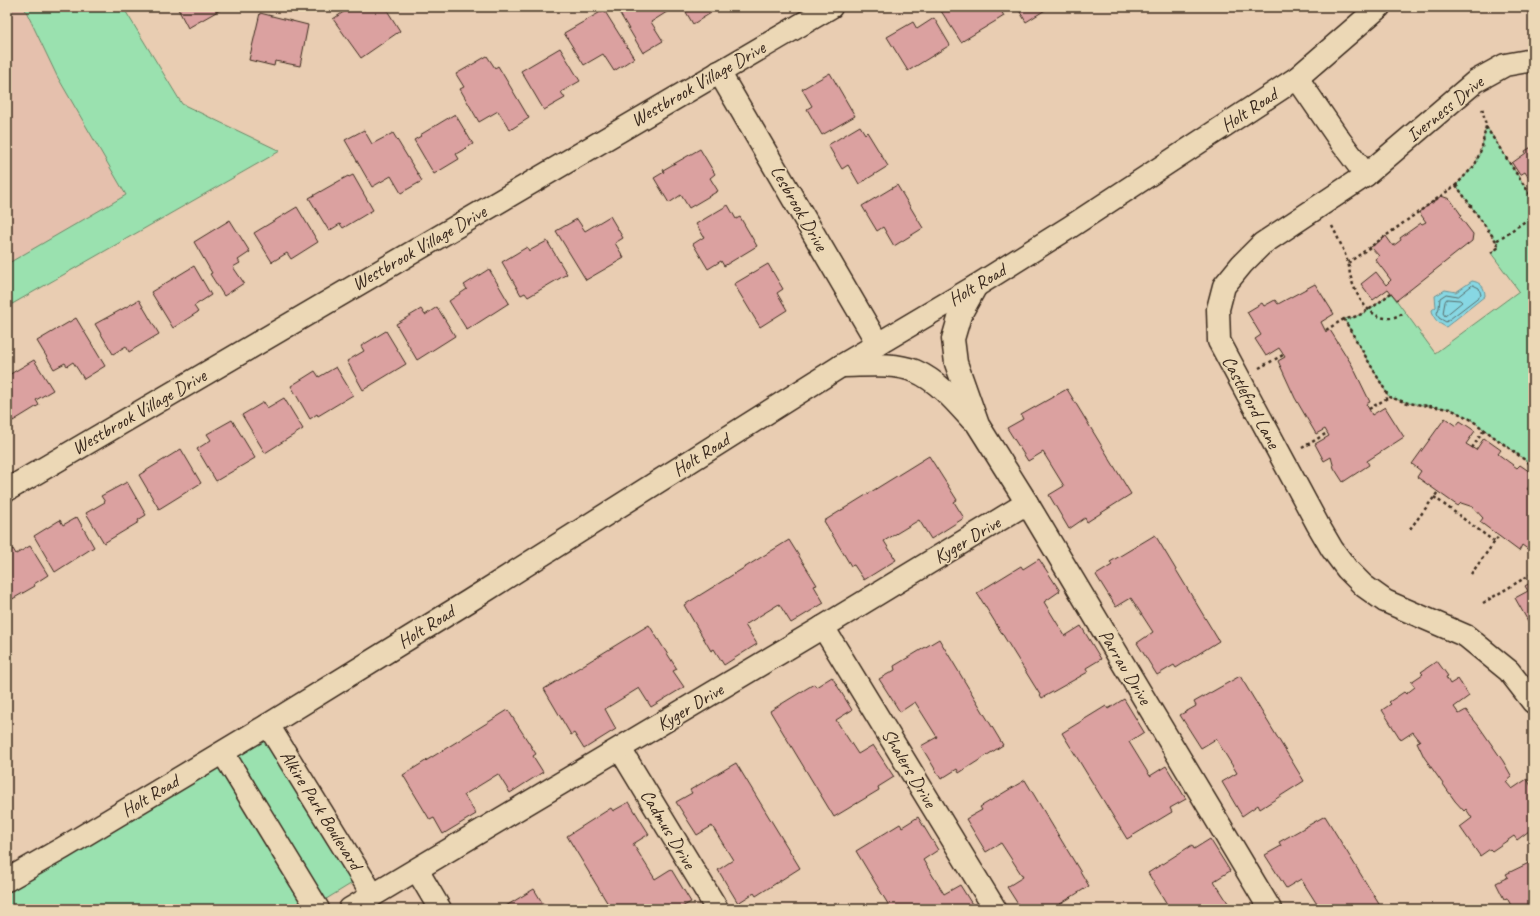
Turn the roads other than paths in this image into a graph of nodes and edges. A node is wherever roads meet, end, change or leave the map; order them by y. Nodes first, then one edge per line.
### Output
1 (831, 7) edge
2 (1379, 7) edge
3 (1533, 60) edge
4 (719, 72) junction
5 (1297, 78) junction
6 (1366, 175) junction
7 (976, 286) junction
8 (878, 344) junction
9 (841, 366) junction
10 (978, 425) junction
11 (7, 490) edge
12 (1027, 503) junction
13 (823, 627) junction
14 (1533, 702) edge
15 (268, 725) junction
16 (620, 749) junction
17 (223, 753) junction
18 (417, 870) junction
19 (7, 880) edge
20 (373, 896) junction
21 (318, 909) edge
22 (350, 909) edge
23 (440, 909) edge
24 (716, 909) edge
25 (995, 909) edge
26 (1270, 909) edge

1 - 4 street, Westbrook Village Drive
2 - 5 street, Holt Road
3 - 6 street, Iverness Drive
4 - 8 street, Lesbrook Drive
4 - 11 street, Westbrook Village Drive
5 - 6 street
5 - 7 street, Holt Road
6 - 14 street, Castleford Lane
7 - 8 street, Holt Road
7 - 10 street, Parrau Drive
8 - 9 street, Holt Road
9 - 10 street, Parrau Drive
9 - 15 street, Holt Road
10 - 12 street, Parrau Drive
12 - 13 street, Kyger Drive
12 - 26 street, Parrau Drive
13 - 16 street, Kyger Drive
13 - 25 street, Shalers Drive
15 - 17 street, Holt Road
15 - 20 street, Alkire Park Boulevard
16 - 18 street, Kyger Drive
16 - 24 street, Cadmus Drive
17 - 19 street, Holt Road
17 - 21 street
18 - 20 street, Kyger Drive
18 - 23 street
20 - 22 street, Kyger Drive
----
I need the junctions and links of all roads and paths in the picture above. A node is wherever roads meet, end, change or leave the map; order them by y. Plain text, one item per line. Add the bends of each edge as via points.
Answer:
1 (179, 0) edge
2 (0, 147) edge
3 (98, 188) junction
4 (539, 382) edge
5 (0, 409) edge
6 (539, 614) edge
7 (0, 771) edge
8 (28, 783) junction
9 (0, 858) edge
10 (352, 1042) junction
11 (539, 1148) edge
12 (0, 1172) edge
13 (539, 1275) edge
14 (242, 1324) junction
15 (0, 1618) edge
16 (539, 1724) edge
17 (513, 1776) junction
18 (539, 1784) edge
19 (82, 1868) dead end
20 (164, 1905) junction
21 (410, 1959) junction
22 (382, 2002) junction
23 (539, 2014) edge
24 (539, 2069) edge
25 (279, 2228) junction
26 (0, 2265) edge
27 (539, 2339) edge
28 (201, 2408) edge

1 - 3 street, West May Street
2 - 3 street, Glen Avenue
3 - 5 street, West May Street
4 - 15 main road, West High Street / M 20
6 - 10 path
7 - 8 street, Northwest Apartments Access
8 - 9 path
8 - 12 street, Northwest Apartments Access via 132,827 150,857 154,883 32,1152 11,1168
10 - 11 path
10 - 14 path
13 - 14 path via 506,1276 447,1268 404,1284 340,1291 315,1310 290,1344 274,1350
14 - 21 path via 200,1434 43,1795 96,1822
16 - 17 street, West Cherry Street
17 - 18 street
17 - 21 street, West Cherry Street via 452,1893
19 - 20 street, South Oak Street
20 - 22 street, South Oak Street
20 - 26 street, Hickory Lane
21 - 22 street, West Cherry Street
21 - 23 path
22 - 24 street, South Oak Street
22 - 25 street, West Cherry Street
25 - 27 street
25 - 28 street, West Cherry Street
----
_What to do_
Count, in the records above, the lines that contain the word "Lane"; the answer is that number alone.

_Answer area_
2